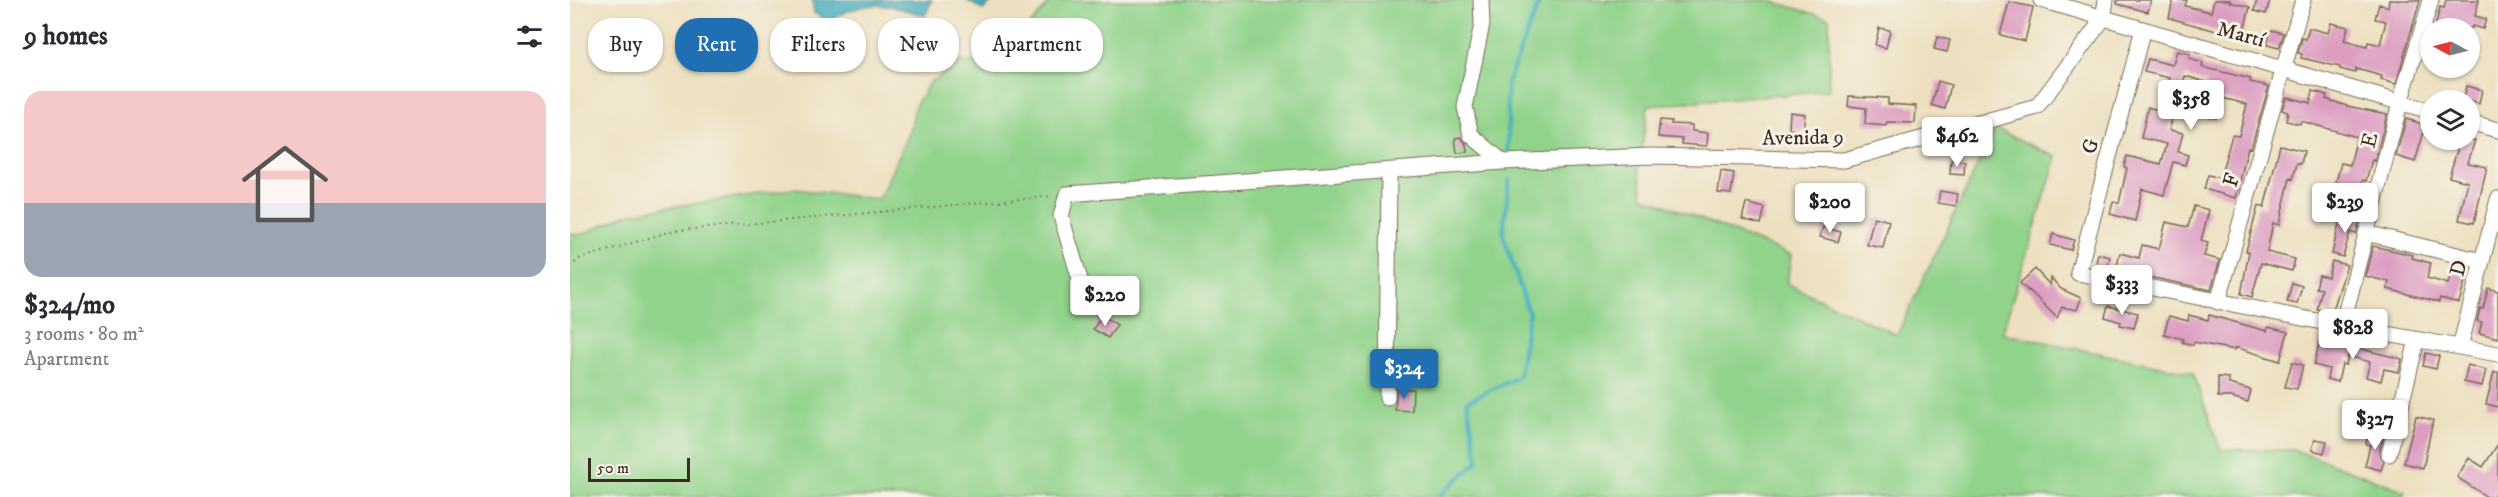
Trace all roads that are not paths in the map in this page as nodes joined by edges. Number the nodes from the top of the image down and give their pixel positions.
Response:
1 (1481, 0) edge
2 (2041, 0) edge
3 (2106, 0) edge
4 (2303, 0) edge
5 (2431, 0) edge
6 (2103, 19) junction
7 (2143, 29) junction
8 (2284, 68) junction
9 (2400, 103) junction
10 (2420, 108) edge
11 (2480, 125) edge
12 (2498, 130) edge
13 (1503, 162) junction
14 (1389, 171) junction
15 (2498, 199) edge
16 (2366, 233) junction
17 (2482, 261) junction
18 (1081, 283) dead end
19 (2218, 302) junction
20 (2342, 326) junction
21 (2417, 340) junction
22 (2460, 347) junction
23 (2498, 354) edge
24 (1387, 398) dead end
25 (2389, 454) dead end

1 - 13 street
2 - 6 street, Martí
3 - 6 street, Avenida 9
4 - 8 street, F
5 - 9 street, E
6 - 7 street, Martí
6 - 13 street, Avenida 9
7 - 8 street, Martí
7 - 19 street, G
8 - 9 street, Martí
8 - 19 street, F
9 - 10 street, Martí
9 - 16 street, E
11 - 12 street
13 - 14 street, Avenida 9
14 - 18 street, Avenida 9
14 - 24 street
15 - 17 street, D
16 - 17 street
16 - 20 street, E
17 - 22 street, D
19 - 20 street
20 - 21 street
21 - 22 street
21 - 25 street
22 - 23 street

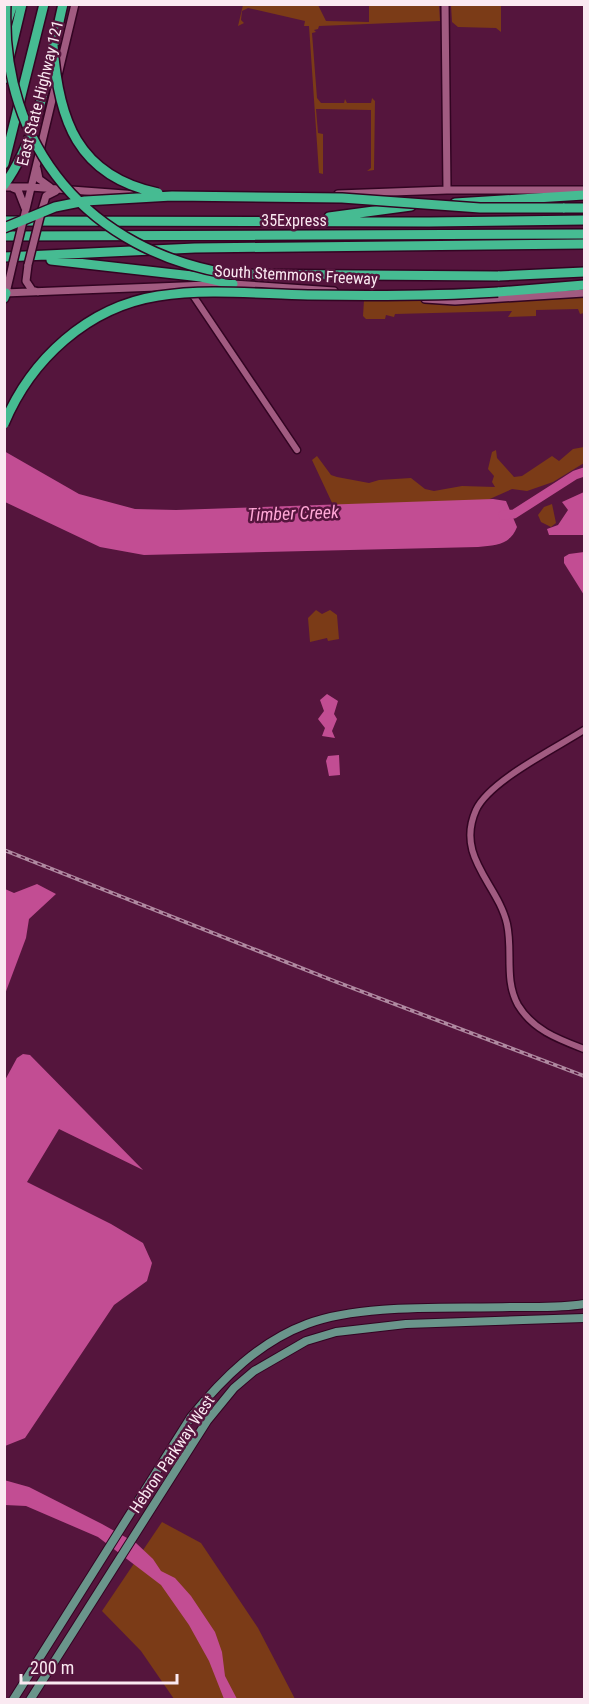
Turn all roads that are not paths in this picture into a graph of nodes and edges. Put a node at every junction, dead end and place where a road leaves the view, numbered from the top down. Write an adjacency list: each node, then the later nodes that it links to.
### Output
1 (6, 4): 31 (highway, bridge)
2 (13, 4): 8 (highway, bridge)
3 (22, 4): 10 (highway, bridge)
4 (44, 4): 12 (highway, bridge)
5 (63, 4): 9 (highway)
6 (75, 4): 11 (main road, East State Highway 121)
7 (445, 4): 16 (main road)
8 (4, 30)
9 (53, 45): 13 (highway, bridge); 19 (highway, bridge)
10 (4, 79)
11 (37, 163): 14 (main road, East State Highway 121); 15 (main road)
12 (4, 164)
13 (7, 187): 14 (main road); 21 (main road)
14 (31, 187): 15 (main road); 21 (main road, East State Highway 121)
15 (58, 190): 16 (main road); 30 (main road, bridge)
16 (447, 190): 17 (main road)
17 (585, 190)
18 (585, 195): 24 (highway)
19 (172, 196): 20 (highway, bridge); 25 (highway, bridge)
20 (585, 207)
21 (25, 212): 37 (main road, East State Highway 121, bridge)
22 (585, 220): 24 (highway)
23 (4, 221): 24 (highway)
24 (303, 221)
25 (4, 228)
26 (585, 234): 27 (highway, 35Express)
27 (4, 236)
28 (585, 244): 30 (highway, South Stemmons Freeway)
29 (4, 257): 30 (highway, South Stemmons Freeway)
30 (31, 261): 32 (highway); 36 (main road)
31 (585, 272)
32 (233, 284): 33 (main road, South Stemmons Freeway); 35 (main road, South Stemmons Freeway)
33 (187, 285): 36 (main road, South Stemmons Freeway); 39 (street)
34 (585, 285): 38 (highway, bridge)
35 (585, 292)
36 (41, 293): 37 (main road, South Stemmons Freeway)
37 (5, 295)
38 (4, 424)
39 (297, 450)
40 (585, 730): 41 (street)
41 (585, 1049)
42 (585, 1305): 44 (main road, Hebron Parkway West)
43 (585, 1318): 45 (main road, Hebron Parkway West)
44 (13, 1700)
45 (30, 1700)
---------------
What is expected - Search each line of the entries for the string "Avenida", then say how many lines have it. Reply with the number only.

Answer for the task - 4